Quantum Shape Effects

TL;DR

This paper introduces the concept of quantum shape effects, demonstrating how shape alone influences thermodynamic properties at the nanoscale, independent of size, and develops analytical methods to predict and utilize these effects.

Contribution

It proposes the existence of quantum shape effects, develops an analytical boundary layer method to predict them, and introduces shape-preserving processes for nanoscale thermodynamic cycles.

Findings

Shape alone affects thermodynamic state functions at the nanoscale.

A quantum boundary layer method predicts shape effects analytically.

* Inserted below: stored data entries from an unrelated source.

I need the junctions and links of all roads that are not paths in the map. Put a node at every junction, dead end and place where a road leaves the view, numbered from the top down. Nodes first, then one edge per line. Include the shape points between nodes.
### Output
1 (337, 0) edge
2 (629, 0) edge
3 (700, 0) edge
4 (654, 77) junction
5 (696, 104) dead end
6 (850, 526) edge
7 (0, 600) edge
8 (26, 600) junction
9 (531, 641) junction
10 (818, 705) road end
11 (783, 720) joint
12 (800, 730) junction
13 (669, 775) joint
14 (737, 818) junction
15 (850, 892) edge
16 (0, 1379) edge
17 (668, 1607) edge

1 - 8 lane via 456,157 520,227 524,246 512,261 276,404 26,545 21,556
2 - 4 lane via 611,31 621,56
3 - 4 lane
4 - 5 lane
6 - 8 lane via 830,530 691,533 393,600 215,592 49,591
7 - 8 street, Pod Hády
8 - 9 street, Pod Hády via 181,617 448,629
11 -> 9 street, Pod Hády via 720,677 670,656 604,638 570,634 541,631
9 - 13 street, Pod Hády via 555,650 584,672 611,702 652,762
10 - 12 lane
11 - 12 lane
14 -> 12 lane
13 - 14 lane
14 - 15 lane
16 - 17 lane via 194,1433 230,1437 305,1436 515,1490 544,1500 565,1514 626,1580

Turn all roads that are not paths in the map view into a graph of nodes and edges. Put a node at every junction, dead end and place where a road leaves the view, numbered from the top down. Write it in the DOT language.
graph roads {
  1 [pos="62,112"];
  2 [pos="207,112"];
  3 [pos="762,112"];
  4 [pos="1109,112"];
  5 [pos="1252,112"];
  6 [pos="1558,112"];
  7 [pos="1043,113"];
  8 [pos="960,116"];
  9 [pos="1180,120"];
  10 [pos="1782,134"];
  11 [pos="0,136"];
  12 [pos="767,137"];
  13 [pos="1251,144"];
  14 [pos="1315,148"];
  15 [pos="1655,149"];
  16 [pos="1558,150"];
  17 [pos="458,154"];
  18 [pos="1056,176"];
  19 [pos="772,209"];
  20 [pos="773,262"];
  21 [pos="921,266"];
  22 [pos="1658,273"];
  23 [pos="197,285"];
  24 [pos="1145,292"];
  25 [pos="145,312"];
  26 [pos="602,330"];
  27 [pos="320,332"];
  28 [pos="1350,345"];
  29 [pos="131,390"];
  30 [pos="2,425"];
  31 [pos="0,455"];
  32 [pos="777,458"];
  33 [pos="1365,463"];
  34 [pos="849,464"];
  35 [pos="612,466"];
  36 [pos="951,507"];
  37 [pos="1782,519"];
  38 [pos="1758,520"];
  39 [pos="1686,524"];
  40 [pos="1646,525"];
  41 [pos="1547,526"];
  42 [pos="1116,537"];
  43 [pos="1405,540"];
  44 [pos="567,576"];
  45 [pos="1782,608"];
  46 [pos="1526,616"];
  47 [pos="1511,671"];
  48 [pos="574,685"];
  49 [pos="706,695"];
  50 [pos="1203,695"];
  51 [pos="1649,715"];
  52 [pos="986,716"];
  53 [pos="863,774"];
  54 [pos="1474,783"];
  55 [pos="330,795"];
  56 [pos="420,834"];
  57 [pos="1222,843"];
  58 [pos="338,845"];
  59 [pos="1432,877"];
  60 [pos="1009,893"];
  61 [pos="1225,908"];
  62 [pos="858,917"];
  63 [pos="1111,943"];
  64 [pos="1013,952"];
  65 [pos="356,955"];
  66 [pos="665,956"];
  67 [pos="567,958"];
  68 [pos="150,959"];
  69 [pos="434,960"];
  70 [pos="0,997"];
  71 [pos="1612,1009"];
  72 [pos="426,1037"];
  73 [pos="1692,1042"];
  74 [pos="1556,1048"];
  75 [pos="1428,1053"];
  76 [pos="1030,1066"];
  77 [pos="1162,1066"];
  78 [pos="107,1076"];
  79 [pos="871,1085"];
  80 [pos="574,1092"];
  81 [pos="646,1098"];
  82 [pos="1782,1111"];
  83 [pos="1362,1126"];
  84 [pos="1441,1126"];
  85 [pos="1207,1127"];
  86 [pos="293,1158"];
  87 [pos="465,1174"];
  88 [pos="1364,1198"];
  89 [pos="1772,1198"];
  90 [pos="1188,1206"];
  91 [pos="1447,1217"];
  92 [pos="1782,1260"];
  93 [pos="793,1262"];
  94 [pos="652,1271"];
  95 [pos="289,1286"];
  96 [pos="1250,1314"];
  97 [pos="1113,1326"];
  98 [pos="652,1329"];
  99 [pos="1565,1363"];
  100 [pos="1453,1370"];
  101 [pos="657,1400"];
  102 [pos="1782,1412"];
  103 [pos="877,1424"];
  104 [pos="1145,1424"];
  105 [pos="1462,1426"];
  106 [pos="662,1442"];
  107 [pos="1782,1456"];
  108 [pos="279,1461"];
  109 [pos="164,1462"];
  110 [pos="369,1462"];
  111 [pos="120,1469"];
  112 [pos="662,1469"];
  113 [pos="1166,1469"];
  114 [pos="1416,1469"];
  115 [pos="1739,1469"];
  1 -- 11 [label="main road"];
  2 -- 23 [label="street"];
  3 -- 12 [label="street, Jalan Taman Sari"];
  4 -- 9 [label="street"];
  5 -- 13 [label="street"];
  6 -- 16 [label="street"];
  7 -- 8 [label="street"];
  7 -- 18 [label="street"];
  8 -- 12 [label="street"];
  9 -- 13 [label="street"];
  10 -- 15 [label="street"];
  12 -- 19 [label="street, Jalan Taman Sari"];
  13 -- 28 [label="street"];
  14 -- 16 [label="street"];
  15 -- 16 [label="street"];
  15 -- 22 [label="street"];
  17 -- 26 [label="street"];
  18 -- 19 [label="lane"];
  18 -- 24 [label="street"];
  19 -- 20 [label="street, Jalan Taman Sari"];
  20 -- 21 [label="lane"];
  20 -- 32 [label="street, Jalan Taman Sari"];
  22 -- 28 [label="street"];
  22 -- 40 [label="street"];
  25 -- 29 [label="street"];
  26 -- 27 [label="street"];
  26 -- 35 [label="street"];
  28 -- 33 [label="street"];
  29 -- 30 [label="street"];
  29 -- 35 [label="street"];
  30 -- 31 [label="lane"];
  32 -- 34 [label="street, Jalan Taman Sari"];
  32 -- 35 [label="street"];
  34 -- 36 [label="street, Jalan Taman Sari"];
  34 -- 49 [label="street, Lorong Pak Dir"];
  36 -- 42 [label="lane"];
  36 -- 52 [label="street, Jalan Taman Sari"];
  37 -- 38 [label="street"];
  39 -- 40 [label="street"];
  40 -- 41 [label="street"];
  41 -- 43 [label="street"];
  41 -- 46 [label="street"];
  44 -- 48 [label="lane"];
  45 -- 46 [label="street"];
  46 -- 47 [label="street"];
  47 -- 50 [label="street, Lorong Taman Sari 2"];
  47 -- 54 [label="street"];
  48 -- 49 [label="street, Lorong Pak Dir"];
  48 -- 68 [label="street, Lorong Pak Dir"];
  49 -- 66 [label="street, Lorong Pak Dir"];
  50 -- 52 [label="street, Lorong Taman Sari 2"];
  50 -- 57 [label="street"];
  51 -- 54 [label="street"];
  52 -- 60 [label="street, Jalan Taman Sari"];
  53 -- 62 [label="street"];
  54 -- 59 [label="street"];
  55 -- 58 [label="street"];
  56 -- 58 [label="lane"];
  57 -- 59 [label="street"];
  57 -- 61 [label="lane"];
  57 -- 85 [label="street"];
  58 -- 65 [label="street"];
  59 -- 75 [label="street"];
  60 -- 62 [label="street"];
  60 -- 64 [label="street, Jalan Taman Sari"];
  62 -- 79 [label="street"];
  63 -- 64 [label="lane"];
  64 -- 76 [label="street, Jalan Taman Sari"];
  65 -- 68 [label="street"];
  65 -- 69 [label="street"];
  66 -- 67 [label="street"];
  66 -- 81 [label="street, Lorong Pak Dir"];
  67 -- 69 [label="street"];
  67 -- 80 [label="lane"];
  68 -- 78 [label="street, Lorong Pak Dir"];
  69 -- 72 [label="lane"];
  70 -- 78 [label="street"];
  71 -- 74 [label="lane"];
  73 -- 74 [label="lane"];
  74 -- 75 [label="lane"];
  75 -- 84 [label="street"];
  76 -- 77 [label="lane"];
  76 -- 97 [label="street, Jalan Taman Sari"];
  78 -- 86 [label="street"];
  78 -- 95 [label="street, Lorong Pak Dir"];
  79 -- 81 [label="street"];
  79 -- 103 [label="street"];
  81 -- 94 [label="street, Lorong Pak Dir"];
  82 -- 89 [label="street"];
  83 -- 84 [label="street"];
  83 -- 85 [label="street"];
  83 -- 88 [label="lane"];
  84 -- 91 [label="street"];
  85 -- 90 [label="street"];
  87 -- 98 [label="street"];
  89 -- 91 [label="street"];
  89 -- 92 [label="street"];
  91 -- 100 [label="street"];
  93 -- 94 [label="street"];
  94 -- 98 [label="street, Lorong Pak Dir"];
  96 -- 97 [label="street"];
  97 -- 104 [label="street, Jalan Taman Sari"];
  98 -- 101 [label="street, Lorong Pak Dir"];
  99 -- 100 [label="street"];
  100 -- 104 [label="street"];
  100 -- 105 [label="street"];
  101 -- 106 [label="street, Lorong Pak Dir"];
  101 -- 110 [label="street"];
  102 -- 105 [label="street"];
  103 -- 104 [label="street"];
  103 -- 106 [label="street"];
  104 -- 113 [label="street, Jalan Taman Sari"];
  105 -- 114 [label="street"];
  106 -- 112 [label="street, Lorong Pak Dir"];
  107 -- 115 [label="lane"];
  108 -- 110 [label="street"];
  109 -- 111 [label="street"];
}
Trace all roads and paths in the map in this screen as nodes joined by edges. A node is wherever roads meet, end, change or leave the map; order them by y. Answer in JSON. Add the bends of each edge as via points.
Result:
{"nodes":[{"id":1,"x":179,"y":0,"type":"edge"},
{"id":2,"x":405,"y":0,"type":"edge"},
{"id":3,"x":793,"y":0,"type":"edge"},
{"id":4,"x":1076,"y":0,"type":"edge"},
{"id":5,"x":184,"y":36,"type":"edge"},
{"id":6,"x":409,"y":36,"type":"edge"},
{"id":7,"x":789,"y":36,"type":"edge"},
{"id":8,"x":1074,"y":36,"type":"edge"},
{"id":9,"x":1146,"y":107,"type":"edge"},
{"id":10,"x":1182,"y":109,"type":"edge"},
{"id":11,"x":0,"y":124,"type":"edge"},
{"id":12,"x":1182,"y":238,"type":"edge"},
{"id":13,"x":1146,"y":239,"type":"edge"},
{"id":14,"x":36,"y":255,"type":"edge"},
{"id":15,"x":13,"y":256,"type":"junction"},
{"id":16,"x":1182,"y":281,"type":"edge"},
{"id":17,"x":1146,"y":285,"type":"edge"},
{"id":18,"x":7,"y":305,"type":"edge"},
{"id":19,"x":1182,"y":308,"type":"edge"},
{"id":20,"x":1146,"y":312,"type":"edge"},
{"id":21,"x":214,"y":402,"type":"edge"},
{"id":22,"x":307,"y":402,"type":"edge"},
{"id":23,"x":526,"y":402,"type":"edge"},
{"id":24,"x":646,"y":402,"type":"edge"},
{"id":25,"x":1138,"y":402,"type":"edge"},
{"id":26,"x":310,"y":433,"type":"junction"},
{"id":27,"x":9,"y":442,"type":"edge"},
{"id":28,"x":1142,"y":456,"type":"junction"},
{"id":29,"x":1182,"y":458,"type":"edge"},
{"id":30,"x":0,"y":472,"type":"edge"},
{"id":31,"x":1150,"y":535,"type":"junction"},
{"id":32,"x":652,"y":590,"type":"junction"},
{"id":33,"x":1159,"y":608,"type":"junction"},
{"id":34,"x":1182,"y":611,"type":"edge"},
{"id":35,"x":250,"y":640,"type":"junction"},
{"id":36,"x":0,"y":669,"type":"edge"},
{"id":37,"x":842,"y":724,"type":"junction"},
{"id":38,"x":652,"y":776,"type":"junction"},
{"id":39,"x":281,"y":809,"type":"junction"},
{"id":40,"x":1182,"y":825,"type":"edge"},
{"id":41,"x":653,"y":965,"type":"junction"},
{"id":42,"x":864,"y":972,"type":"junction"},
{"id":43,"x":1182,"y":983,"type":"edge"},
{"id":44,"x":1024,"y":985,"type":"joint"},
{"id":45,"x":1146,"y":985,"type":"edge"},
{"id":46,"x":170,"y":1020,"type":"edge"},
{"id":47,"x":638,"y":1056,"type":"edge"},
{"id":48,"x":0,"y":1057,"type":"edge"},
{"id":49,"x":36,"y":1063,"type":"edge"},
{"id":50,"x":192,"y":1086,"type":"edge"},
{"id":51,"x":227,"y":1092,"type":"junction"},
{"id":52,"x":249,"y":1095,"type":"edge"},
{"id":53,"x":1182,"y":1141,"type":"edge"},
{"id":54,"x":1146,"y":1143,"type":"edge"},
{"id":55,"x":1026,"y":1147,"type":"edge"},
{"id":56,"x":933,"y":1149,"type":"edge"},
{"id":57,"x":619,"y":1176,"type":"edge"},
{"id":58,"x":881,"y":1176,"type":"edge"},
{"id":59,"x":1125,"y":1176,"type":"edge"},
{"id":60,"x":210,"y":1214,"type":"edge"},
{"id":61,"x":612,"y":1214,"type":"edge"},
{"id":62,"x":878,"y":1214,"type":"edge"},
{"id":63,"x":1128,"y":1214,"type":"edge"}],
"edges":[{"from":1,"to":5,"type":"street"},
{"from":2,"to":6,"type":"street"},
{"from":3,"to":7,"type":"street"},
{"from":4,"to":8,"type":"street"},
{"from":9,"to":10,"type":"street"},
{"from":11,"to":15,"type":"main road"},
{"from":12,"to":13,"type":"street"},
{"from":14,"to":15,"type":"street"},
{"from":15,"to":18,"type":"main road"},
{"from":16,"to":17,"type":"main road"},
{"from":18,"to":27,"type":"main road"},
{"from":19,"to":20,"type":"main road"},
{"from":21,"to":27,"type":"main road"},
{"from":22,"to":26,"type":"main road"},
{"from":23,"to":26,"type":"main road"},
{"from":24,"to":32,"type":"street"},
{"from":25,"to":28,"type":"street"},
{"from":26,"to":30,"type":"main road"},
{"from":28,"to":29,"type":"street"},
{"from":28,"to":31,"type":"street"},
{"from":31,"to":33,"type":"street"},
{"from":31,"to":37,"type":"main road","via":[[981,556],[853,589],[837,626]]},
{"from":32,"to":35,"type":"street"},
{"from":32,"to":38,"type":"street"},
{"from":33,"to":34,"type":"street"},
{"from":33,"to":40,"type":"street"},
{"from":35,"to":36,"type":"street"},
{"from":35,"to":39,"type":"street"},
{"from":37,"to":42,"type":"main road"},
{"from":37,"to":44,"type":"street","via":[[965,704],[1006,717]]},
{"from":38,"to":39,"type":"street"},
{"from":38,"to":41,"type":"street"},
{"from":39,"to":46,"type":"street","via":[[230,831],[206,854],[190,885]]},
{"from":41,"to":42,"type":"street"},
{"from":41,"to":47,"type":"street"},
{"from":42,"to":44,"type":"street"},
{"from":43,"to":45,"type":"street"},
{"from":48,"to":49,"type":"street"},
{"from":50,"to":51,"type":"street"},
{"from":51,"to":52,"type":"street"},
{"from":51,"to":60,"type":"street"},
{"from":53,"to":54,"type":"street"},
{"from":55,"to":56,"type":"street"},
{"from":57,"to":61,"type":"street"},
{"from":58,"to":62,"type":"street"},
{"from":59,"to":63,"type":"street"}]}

Shape-preserving processes enable new thermodynamic cycle designs.

Abstract

Can we change the shape of a domain without altering its sizes? By introducing a size-invariant shape transformation, we propose the existence and explore the consequences of a new type of physical effect appearing at the quantum scales, which we call here as "quantum shape effect". By completely separating the shape effects from size effects, we show that shape alone becomes a control parameter on the thermodynamic state functions of confined systems at nanoscale. We develop an overlapped quantum boundary layer method to analytically predict the quantum shape effects, reducing a thermodynamic problem into a geometric one and revealing the profound link between the geometry and thermodynamics at the quantum scales. Furthermore, we introduce the isoformal, shape preserving, process which opens up the possibility of a new generation of thermodynamic cycles operating at nanoscale with unique features. As a whole, this thesis constitutes the proposition and a comprehensive investigation of the theory, construction of the methodology and exploration of the applications of quantum shape effects in thermodynamics.